KEY INSIGHTS - PAIN POINTS AND NEEDS

From the interviews and mapping work, a few recurring pain points and needs became clear.

  • Button navigation is slow — one wrong press can mean backtracking through several screens

  • The UI feels inconsistent — the same actions appear in different places

  • Changing parameters takes too many steps — routine tasks become “button-heavy”

PAIN POINTS

  • Capture customer details early — so they don’t need to be remembered at the end

  • More direct on-screen control — less scrolling through options with buttons

  • Clear system status — show when the device is loading/sending so it doesn’t feel frozen

NEEDS

How might we help technicians complete verification faster with fewer button presses and clearer next steps?

DESIGN PRINCIPLES FOR THE NEW FLOW

Clarity first

Plain language + clear next step.
→ Each screen answers: Where am I? What’s next?

Fewer button presses

Remove backtracking and repeated selections.
→ Common actions reachable in 1–2 presses.

Work in one place

Keep key inputs + verification status together.
→ Less jumping between screens to finish a routine task.

NEW FLOW

Proposed verification flow after redesign.

Result:

Reduced the core verification flow from 8 screens to 5 steps (3 fewer screens).
Less navigation and manual input during a routine verification.

Some interaction and layout improvements are not shown due to NDA.

Screens from the new verification sequence (anonymised).

DESIGN ITERATIONS & DECISIONS

The 5-step flow was shaped over several review rounds with the UX team and stakeholders. The focus was to reduce unnecessary steps and make the verification easier to complete.

Flow decisions

I started by clarifying the existing 8-screen flow. Through recurring reviews, overlapping steps were merged and unnecessary pauses removed, resulting in a core verification flow with 5 guided steps.

Discarded concepts

A card-based selection layout was explored, but it didn’t fit the chosen UI direction for this product. A “nearest site” map view was also explored and later parked due to uncertainty around future platform and GPS support.

Design system alignment

Later iterations aligned the UI with Kemppi’s design system: pill-shaped buttons, tighter labels and step titles, and spacing and contrast adjustments to keep key actions clear in field use.

Flowchart diagram of a process with multiple steps and decision points connected by arrows.
Flowchart with multiple steps and decision points, depicting a process or system with arrows guiding through various stages and options.
Series of mobile phone screens displaying a mobile app interface with menu options in a grid layout.

A selection of low-fidelity wireframes from the Adobe XD canvas, used to rapidly explore and discard early ideas.

IMPACT

Reduced the core verification flow from 8 screens to 5 guided steps, cutting repeated choices and manual typing and making progress clearer throughout the task.
This concept supports faster field work and more predictable verification time, which are critical in service and maintenance contexts.
Final impact will be validated later through Kemppi’s implementation and field testing.

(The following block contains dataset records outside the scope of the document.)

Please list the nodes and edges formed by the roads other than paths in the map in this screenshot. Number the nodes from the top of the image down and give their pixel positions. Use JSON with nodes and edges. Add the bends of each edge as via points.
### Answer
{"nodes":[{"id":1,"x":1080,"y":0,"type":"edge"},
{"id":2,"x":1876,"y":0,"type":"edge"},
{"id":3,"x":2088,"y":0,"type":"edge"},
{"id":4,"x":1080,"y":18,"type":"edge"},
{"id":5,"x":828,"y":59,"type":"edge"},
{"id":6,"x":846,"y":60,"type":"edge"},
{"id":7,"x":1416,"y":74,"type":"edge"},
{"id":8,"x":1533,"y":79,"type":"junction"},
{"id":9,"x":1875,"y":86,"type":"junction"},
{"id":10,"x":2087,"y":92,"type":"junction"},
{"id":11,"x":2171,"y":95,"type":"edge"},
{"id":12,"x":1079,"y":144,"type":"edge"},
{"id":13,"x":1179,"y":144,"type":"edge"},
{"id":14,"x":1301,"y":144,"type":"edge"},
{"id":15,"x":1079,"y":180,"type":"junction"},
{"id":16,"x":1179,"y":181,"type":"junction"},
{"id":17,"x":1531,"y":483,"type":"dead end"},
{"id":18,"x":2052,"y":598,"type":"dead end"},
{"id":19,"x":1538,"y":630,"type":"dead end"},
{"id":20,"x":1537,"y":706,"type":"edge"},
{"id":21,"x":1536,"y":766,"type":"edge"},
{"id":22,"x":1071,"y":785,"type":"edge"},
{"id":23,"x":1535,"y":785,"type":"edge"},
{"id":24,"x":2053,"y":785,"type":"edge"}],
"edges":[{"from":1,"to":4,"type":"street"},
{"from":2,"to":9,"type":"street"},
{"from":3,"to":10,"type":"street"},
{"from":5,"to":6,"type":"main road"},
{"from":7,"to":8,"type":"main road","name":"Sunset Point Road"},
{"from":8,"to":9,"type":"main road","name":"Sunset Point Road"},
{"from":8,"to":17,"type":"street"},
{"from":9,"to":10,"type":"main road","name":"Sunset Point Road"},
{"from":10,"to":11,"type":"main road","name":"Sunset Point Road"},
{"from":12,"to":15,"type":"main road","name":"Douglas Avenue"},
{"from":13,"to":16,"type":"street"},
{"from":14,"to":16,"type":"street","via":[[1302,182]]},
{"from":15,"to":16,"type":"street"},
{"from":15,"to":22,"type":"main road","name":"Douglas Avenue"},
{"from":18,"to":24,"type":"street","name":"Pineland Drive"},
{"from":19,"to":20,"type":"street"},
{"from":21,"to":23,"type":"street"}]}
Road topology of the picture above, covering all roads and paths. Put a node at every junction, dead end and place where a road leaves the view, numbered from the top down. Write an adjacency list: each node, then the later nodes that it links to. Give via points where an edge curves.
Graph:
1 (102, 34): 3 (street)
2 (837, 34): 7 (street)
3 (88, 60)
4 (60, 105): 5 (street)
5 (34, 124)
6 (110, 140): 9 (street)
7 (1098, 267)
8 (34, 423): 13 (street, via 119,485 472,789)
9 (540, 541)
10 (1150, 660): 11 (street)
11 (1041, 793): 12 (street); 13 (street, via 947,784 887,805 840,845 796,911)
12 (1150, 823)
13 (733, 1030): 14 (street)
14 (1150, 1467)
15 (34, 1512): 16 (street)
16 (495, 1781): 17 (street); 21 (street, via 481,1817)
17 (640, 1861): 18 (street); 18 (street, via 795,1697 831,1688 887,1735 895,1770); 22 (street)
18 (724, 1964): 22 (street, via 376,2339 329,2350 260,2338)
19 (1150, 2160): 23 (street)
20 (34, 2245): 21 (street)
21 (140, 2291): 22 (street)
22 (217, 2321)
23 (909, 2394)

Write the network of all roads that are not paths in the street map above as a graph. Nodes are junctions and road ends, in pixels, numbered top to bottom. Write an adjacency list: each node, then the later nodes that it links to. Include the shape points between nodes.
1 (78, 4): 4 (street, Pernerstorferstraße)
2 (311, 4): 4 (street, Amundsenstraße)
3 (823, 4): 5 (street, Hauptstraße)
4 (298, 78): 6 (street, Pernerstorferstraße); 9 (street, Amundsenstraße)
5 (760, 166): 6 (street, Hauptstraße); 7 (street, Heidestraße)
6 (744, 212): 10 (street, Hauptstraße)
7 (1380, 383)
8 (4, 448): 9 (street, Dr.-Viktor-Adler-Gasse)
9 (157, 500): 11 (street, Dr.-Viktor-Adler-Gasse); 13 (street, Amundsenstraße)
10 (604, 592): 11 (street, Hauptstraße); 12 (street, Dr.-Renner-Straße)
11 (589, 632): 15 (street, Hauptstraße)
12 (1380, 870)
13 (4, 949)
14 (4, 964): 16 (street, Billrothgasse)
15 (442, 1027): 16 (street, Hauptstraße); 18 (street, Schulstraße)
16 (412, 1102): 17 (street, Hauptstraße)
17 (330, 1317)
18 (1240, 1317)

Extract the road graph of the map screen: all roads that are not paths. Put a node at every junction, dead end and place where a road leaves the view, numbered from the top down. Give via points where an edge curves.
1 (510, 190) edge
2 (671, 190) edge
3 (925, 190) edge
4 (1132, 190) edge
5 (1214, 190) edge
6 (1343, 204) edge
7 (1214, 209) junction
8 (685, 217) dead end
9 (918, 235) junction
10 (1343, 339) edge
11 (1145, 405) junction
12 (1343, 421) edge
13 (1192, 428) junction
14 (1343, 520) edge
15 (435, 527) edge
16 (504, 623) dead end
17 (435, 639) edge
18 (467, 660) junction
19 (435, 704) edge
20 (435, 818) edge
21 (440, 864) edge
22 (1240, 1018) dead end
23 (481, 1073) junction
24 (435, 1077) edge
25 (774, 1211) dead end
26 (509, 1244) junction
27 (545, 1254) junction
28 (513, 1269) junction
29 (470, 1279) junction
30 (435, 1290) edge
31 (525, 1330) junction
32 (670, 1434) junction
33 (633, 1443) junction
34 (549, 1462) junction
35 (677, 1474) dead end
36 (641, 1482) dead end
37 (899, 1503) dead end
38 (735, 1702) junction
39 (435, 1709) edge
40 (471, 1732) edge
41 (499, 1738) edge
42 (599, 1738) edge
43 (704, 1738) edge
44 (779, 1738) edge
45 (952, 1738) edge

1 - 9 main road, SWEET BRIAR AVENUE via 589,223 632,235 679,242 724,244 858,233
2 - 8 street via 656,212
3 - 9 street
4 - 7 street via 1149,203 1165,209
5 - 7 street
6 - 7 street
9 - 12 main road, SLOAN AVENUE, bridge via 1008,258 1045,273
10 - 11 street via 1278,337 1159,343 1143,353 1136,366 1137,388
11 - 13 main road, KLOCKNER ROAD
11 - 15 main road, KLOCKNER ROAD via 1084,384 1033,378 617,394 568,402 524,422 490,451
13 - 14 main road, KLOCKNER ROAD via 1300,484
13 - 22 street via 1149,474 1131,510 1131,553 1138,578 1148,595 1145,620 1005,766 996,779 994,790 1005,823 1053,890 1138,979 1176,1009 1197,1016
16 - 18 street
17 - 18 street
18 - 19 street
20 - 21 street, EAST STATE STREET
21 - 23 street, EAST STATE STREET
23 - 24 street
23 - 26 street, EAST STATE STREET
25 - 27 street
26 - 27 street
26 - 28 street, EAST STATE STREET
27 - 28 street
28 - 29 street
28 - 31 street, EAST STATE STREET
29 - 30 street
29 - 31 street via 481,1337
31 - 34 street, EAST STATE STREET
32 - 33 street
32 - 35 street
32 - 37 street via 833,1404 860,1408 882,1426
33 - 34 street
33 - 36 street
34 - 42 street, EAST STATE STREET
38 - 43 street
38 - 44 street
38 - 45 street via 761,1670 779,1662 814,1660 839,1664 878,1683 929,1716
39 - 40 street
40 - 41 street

My contribution focused on research-driven concepting and interaction design, and the work was handed over to the team for further development.

Workflow beats UI. The biggest wins came from merging steps, removing pauses, and making progress obvious — not from styling.

REFLECTION

NEXT TIME

  • Generate more flow options in week 1–2 (including edge cases).

  • Align early with engineers on constraints to avoid dead ends.

  • Present decisions with clearer diagrams and stronger ownership.